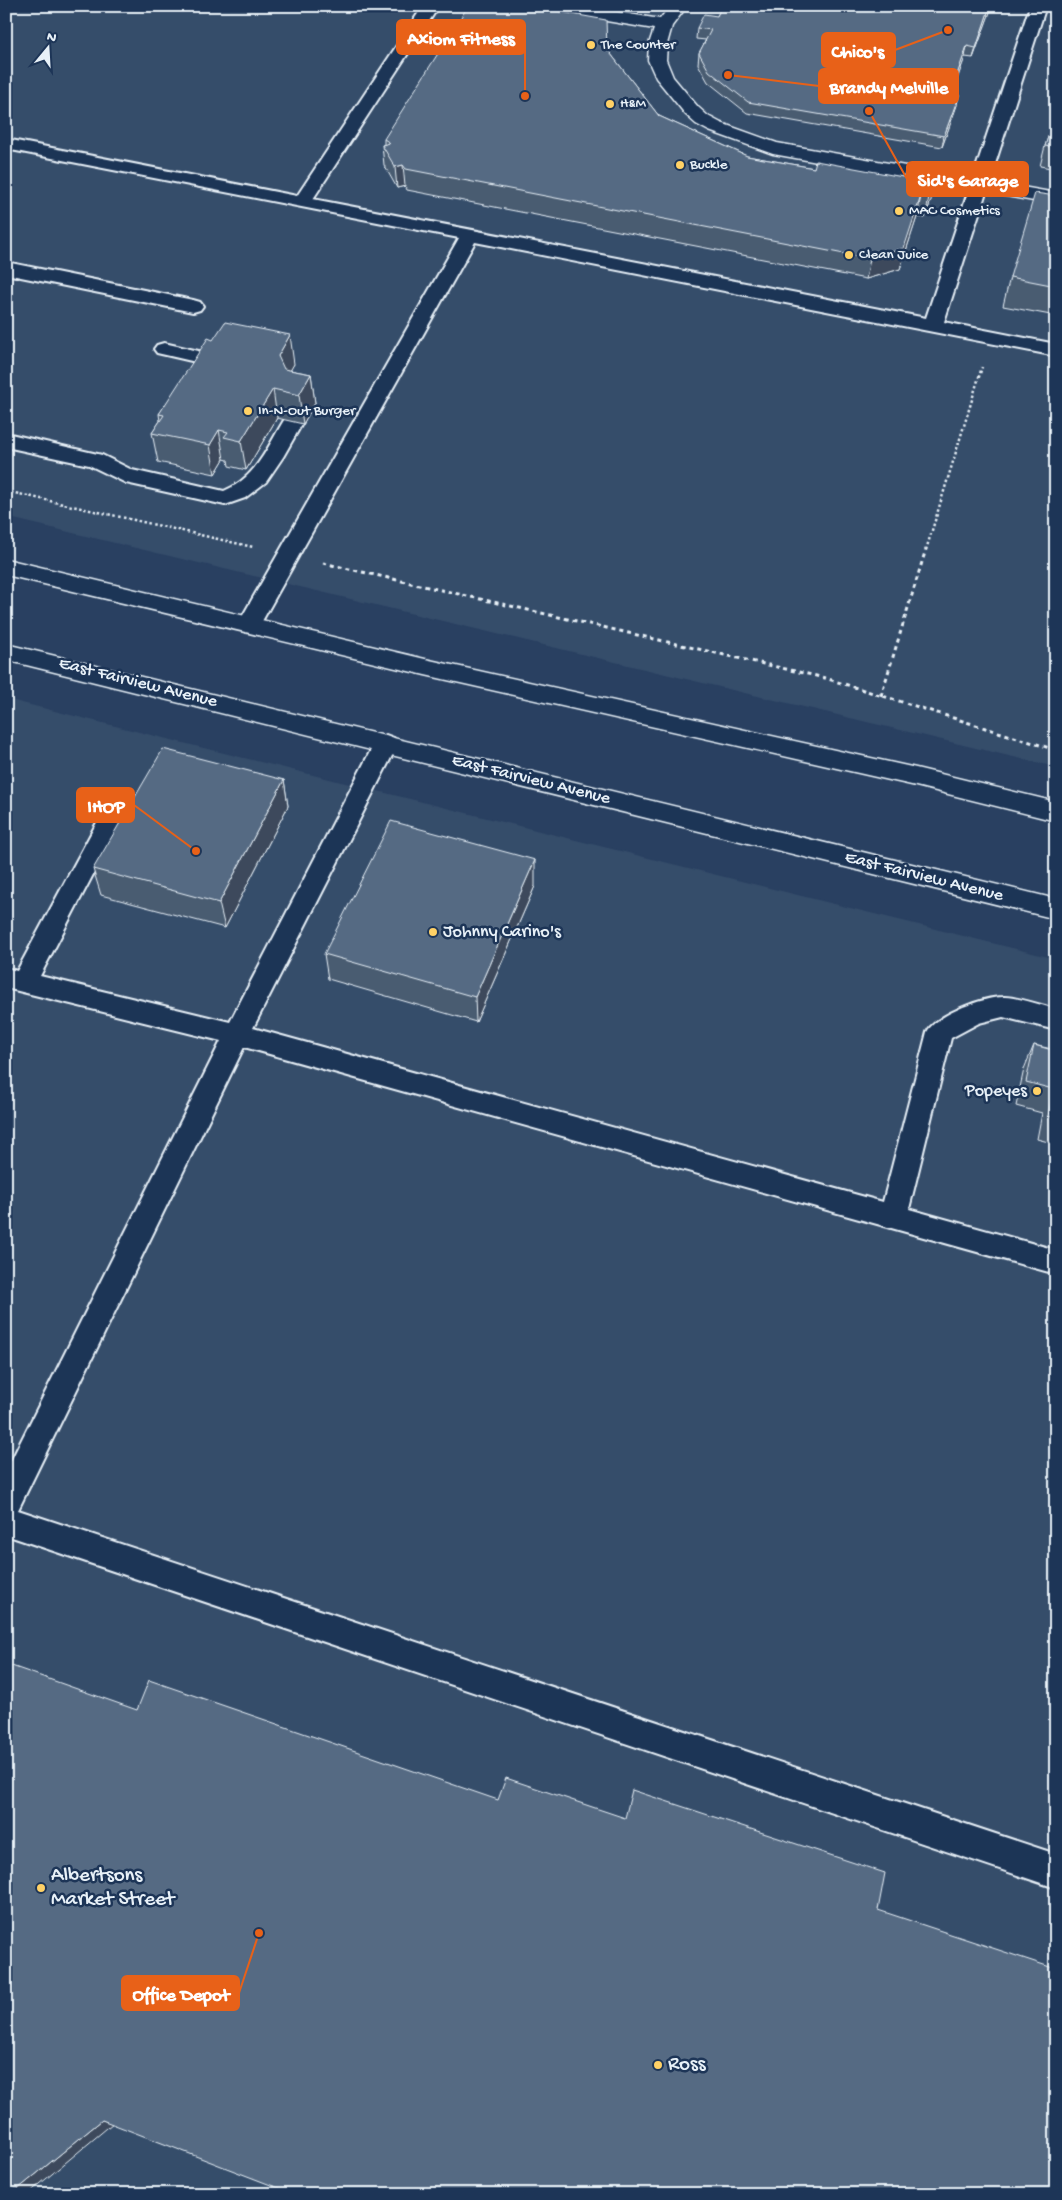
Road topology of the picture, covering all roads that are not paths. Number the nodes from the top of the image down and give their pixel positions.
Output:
1 (431, 6) edge
2 (547, 6) edge
3 (679, 6) edge
4 (1038, 6) edge
5 (664, 25) junction
6 (6, 144) edge
7 (980, 185) junction
8 (1056, 199) edge
9 (302, 202) junction
10 (470, 235) junction
11 (6, 268) edge
12 (193, 306) dead end
13 (933, 326) junction
14 (164, 349) dead end
15 (1056, 350) edge
16 (222, 362) edge
17 (293, 422) edge
18 (6, 440) edge
19 (6, 567) edge
20 (249, 624) junction
21 (6, 652) edge
22 (386, 744) junction
23 (1056, 812) edge
24 (110, 818) dead end
25 (1056, 909) edge
26 (15, 980) edge
27 (1056, 1020) edge
28 (940, 1032) joint
29 (236, 1034) junction
30 (893, 1217) junction
31 (1056, 1262) edge
32 (6, 1503) edge
33 (6, 1520) edge
34 (1056, 1871) edge

1 - 9 lane
2 - 5 main road
3 - 5 main road
4 - 7 lane
5 - 7 main road
6 - 9 lane
7 - 8 main road
7 - 13 lane
9 - 10 lane
10 - 13 lane
10 - 20 lane
11 - 12 lane
13 - 15 lane
14 - 16 lane
17 - 18 lane
19 - 20 main road
20 - 23 main road
21 - 22 main road, East Fairview Avenue
22 - 25 main road, East Fairview Avenue
22 - 29 lane
24 - 26 lane
26 - 29 lane
27 - 28 lane
28 - 30 lane
29 - 30 lane
29 - 32 lane
30 - 31 lane
33 - 34 lane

——————————

EXERCISE OBJECTIVE
The result should be a precise copy of all the entries, free of pictures.

FINAL ANSWER
Road topology of the picture, covering all roads that are not paths. Number the nodes from the top of the image down and give their pixel positions.
Output:
1 (431, 6) edge
2 (547, 6) edge
3 (679, 6) edge
4 (1038, 6) edge
5 (664, 25) junction
6 (6, 144) edge
7 (980, 185) junction
8 (1056, 199) edge
9 (302, 202) junction
10 (470, 235) junction
11 (6, 268) edge
12 (193, 306) dead end
13 (933, 326) junction
14 (164, 349) dead end
15 (1056, 350) edge
16 (222, 362) edge
17 (293, 422) edge
18 (6, 440) edge
19 (6, 567) edge
20 (249, 624) junction
21 (6, 652) edge
22 (386, 744) junction
23 (1056, 812) edge
24 (110, 818) dead end
25 (1056, 909) edge
26 (15, 980) edge
27 (1056, 1020) edge
28 (940, 1032) joint
29 (236, 1034) junction
30 (893, 1217) junction
31 (1056, 1262) edge
32 (6, 1503) edge
33 (6, 1520) edge
34 (1056, 1871) edge

1 - 9 lane
2 - 5 main road
3 - 5 main road
4 - 7 lane
5 - 7 main road
6 - 9 lane
7 - 8 main road
7 - 13 lane
9 - 10 lane
10 - 13 lane
10 - 20 lane
11 - 12 lane
13 - 15 lane
14 - 16 lane
17 - 18 lane
19 - 20 main road
20 - 23 main road
21 - 22 main road, East Fairview Avenue
22 - 25 main road, East Fairview Avenue
22 - 29 lane
24 - 26 lane
26 - 29 lane
27 - 28 lane
28 - 30 lane
29 - 30 lane
29 - 32 lane
30 - 31 lane
33 - 34 lane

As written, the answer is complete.